Adotado por cidade de 46 mil moradores, lockdown não segura população em casa

Os comerciantes até que abriram mão da estratégia de venda considera mais eficaz, principalmente em cidade do Interior, a “porta aberta”, mas a população não tem resistido as “escapadinhas” pelas ruas de Aquidauana, distante 139 quilômetros de Campo Grande, mesmo sob mais de 72h de regime de lockdown.

Válida desde a última sexta-feira, a medida tem previsão de durar até a próxima sexta-feira e tem como objetivo conter o número de casos confirmados de covid-19, que chega a 53, e evitar mais mortes. O desafio, apesar da fiscalização da prefeitura, é fazer os moradores respeitarem o isolamento social. A estratégia é considerada pela OMS (Organização Mundial da Saúde) a mais eficaz para conter a disseminação do novo coronavírus.

“A fila da Caixa Econômica hoje, por exemplo, estava lotada. Eles não estão tendo controle sobre isto. Tem comércio que está funcionando e não sei como está sendo esta tratativa nas ruas”, opinou.

Conforme o decreto, mercados e padarias, considerados serviços essenciais, estão autorizados a funcionar das 7h às 17h.

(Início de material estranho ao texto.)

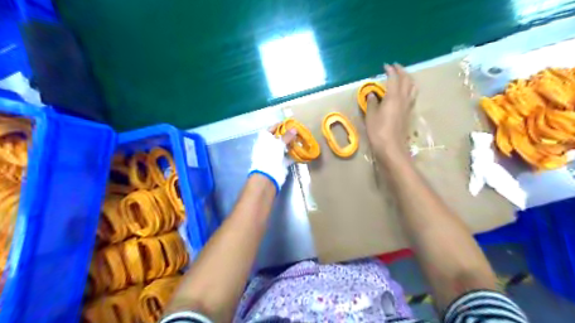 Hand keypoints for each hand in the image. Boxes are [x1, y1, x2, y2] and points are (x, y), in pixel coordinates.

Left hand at [247, 126, 296, 193]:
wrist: (268, 174)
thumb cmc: (270, 154)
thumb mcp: (279, 143)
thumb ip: (287, 136)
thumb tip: (294, 128)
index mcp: (264, 139)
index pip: (271, 128)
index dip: (280, 125)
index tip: (290, 123)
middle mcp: (268, 146)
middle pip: (279, 138)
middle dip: (288, 135)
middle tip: (298, 132)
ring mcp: (274, 155)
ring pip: (284, 147)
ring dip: (292, 144)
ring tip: (301, 140)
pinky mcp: (280, 163)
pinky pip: (288, 157)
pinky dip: (294, 154)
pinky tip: (302, 151)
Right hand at [368, 64, 418, 159]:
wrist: (391, 147)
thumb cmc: (378, 131)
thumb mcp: (371, 116)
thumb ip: (372, 103)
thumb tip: (372, 94)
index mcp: (393, 97)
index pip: (394, 78)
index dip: (390, 70)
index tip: (385, 66)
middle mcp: (404, 99)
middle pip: (407, 80)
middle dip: (402, 71)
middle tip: (395, 67)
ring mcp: (408, 107)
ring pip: (413, 88)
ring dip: (408, 79)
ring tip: (402, 77)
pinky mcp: (409, 114)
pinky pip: (412, 96)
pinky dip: (409, 89)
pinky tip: (404, 93) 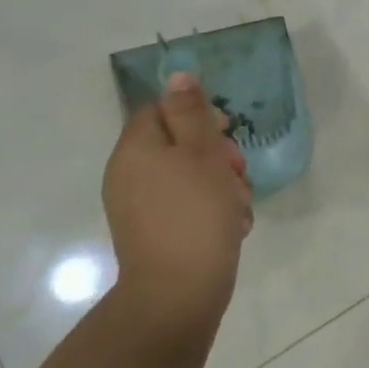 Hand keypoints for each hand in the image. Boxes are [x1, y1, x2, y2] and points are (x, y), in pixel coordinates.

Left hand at [101, 73, 253, 334]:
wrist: (179, 293)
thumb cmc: (195, 213)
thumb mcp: (202, 153)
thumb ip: (192, 112)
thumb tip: (177, 75)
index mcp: (136, 149)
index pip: (162, 110)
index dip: (197, 115)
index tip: (225, 132)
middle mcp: (130, 174)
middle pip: (180, 144)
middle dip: (218, 155)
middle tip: (237, 173)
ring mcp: (141, 207)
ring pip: (190, 177)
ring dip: (222, 185)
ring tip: (238, 207)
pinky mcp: (157, 234)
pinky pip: (187, 207)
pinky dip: (212, 211)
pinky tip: (232, 227)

Farmácias e postos de combustíveis podem funcionar 24h apenas para abastecimento de veículos.

Tais estabelecimentos, entrega Sueli Escobar, proprietária de um hotel no centro da cidade, se tornaram desculpa para sair de casa a qualquer necessidade mínima. “A população não vai respeitar se não tomar medidas drásticas. Não tem conscientização. Está tendo movimento do mesmo jeito”, afirmou.

Temorosa quanto a possibilidade de contágio, ela fechou o hotel e dispensou os funcionários para ficarem em casa até o fim do lockdown. “Os comerciantes, se ficar uma semana fechado, não vai ficar nem mais pobre, nem mais rico. O hotel já não tava como muito movimento desde o início da pandemia. Mas tem muita ganância em cima disso daí. Se abrir, coloca você em risco e ainda os funcionários”, opinou.

Apesar disto, a medida parece ter surtido efeito sob as taxas de isolamento da cidade. De acordo com monitoramento do governo do Estado, nesta segunda-feira, o município atingiu o 54,8%, enquanto a média de Mato Grosso do Sul foi de 47,3%.

Fechado apesar a insistência dos turistas – Destino quase obrigatório para os que gostam de trilha e estar em contato com a natureza, o distrito de Piraputanga, diferente da cidade, ficou realmente às moscas desde que o confinamento foi oficializado pela prefeitura, há quatro dias.

Há 14 anos proprietário de um restaurante no distrito, Ademir Cassaro, 51 anos, afirma que os turistas da Capital até insistiram, mas ele vai manter as portas fechadas até a próxima sexta-feira, conforme estabelecido em decreto.

“Vieram alguns [turistas] e viram que o cesso estava fechado. Mas foi mais gente que vinha de Aquidauana mesmo. Mas, muita gente de Campo Grande ligou procurando para saber se a gente tava trabalhando. Estamos falando para as pessoas não virem”, afirmou.

Além da entrada pela pela rodovia MS-262 ser interditado com a instalação de manilhas, o acesso ao Morro do Paxixi, um dos principais destinos turísticos da região, também foi fechado. Mesmo assim, a prefeitura registrou desrespeito aos obstáculos durante o final de semana.

Indígenas – O lockdown afeta principalmente o funcionamento da área urbana do município, no entanto, o que preocupa as autoridades é a disseminação acelerada do novo coronavírus entre os indígenas da região. São mais de 5 mil distribuídos em 10 aldeias, da região.

Até esta segunda-feira, Aquidauana registrava 447 casos confirmados de covid-19 e 15 óbitos, sendo 11 indígenas.

A Vigilância Epidemiológica Municipal informa que Aquidauana tem 38 pessoas já recuperadas da covid-19, 345 amostras para teste de coronavírus no Lacen (Laboratório Central) e ao todo 447 casos positivos, sendo 394 casos positivos ativos.

Das 394 pessoas positivas ativas, 18 pessoas estão hospitalizadas, sendo nove indígenas em leitos clínicos e seis não indígenas em leitos clínicos dos Hospitais Regional de Aquidauana e Cassems e mais três pessoas, sendo duas não indígenas e uma indígena nos leitos de UTI (Unidade de Terapia Intensiva) do Hospital Regional. Dos 15 óbitos, 11 são de indígenas e quatro não indígenas.